▶ [Directions] Scan the records for "Fairview". Show the matching lines.

Records from a data source:

[Start of Attachment]

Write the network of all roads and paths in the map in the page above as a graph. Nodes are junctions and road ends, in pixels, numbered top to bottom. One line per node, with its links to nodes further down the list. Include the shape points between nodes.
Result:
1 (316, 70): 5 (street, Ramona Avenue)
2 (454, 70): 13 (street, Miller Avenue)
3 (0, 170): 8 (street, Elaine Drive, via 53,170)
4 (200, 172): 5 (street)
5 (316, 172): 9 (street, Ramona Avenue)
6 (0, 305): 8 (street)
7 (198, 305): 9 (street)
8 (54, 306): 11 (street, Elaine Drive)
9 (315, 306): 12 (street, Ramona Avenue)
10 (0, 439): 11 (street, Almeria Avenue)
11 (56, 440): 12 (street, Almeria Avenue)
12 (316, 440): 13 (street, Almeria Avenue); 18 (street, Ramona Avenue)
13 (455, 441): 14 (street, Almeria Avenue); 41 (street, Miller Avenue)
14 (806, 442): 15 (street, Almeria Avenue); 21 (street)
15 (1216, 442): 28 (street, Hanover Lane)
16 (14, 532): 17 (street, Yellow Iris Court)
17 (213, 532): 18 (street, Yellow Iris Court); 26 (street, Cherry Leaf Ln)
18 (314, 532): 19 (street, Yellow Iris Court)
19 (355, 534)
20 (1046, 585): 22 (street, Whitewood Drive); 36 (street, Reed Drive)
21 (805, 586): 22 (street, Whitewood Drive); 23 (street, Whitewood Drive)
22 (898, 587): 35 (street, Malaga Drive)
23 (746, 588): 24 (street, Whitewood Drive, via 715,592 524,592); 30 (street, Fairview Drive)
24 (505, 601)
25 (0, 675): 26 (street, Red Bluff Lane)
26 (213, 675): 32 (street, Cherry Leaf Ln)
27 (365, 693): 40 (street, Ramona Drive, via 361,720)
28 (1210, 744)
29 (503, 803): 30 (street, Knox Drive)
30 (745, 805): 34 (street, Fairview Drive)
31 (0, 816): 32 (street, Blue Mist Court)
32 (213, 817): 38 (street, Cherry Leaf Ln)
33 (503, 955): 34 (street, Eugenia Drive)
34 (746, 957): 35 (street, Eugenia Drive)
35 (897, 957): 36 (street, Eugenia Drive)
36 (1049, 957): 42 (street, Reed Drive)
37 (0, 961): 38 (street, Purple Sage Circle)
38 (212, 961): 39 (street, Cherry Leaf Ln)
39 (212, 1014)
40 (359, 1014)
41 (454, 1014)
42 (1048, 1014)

[End of Attachment]

▶ [Response for this exercise]
23 (746, 588): 24 (street, Whitewood Drive, via 715,592 524,592); 30 (street, Fairview Drive)
30 (745, 805): 34 (street, Fairview Drive)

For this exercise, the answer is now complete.